__Supplied records__
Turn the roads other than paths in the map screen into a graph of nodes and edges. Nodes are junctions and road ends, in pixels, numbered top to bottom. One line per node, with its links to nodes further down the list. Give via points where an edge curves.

==

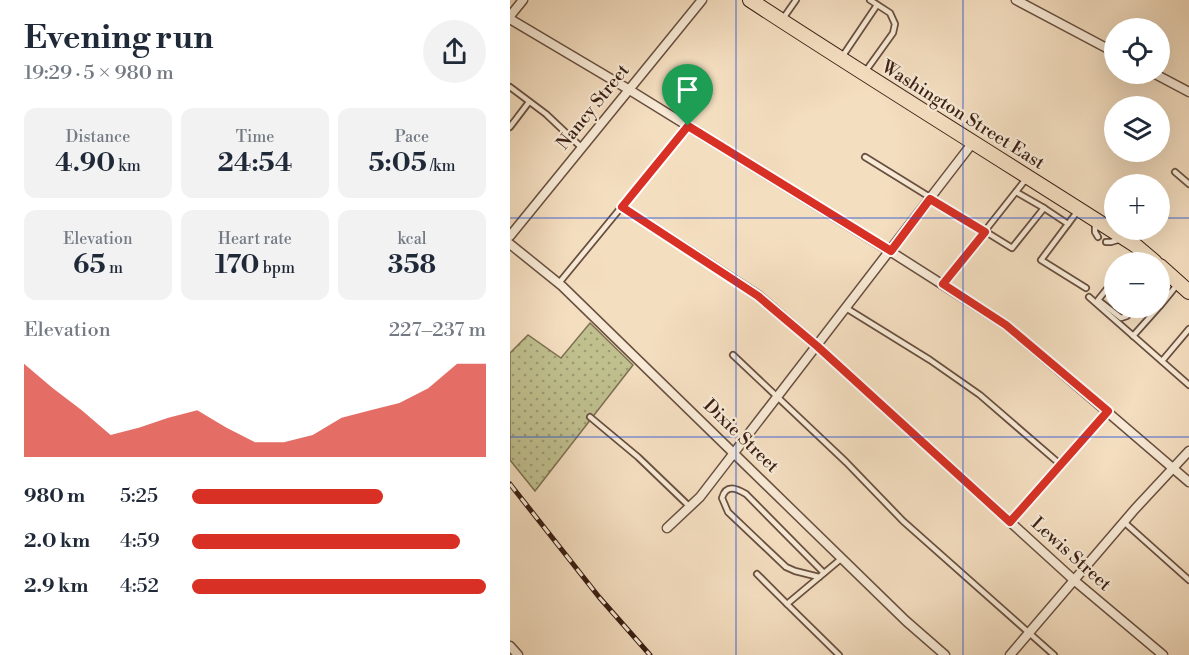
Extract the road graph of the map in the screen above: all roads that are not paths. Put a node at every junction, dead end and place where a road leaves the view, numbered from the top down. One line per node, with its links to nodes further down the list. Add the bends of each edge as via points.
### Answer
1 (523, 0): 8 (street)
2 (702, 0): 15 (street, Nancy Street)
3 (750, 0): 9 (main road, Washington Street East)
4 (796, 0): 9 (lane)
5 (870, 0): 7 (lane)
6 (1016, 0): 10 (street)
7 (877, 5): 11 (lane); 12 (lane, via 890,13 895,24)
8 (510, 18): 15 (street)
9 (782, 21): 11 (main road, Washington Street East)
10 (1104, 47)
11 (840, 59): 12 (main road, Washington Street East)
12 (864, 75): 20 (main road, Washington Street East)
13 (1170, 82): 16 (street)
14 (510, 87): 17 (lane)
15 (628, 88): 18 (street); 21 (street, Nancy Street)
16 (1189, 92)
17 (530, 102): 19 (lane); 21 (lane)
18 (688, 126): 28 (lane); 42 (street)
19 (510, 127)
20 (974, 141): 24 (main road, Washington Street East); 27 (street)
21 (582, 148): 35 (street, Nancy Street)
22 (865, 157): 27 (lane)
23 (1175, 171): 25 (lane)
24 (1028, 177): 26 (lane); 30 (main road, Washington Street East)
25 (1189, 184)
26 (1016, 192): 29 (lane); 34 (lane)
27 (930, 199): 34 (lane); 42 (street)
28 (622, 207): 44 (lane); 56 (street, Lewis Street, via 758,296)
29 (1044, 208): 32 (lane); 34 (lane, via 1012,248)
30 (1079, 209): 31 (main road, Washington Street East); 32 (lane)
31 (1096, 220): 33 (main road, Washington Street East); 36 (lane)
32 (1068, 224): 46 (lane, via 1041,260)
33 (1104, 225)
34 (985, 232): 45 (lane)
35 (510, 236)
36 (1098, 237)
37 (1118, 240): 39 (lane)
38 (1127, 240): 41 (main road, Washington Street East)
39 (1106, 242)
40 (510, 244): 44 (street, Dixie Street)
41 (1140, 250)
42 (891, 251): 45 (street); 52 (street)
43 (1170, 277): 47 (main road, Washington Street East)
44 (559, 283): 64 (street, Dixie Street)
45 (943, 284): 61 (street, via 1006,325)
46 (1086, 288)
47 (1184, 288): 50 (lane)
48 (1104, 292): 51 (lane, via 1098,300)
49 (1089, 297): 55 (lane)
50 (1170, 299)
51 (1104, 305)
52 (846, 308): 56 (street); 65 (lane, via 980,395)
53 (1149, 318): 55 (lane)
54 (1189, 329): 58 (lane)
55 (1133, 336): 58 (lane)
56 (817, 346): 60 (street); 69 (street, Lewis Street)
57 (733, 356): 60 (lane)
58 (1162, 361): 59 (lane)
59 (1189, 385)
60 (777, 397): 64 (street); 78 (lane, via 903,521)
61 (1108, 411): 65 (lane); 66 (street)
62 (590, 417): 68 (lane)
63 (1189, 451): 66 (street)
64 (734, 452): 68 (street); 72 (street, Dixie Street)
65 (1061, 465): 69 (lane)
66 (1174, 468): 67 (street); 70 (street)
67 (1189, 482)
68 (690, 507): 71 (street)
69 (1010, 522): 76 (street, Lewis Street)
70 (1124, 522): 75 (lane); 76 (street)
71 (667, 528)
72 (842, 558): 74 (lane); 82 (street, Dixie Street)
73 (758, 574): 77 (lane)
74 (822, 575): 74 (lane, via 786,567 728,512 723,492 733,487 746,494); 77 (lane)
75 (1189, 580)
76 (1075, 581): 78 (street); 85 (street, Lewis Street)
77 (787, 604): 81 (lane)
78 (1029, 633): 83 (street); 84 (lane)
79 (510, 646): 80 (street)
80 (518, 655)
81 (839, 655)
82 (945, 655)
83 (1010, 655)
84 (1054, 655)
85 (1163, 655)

__What the task requires__
Where the word "paths" is present in a line of the listing, copy that line.

__Written reply__
Turn the roads other than paths in the map screen into a graph of nodes and edges. Nodes are junctions and road ends, in pixels, numbered top to bottom. One line per node, with its links to nodes further down the list. Give via points where an edge curves.
Extract the road graph of the map in the screen above: all roads that are not paths. Put a node at every junction, dead end and place where a road leaves the view, numbered from the top down. One line per node, with its links to nodes further down the list. Add the bends of each edge as via points.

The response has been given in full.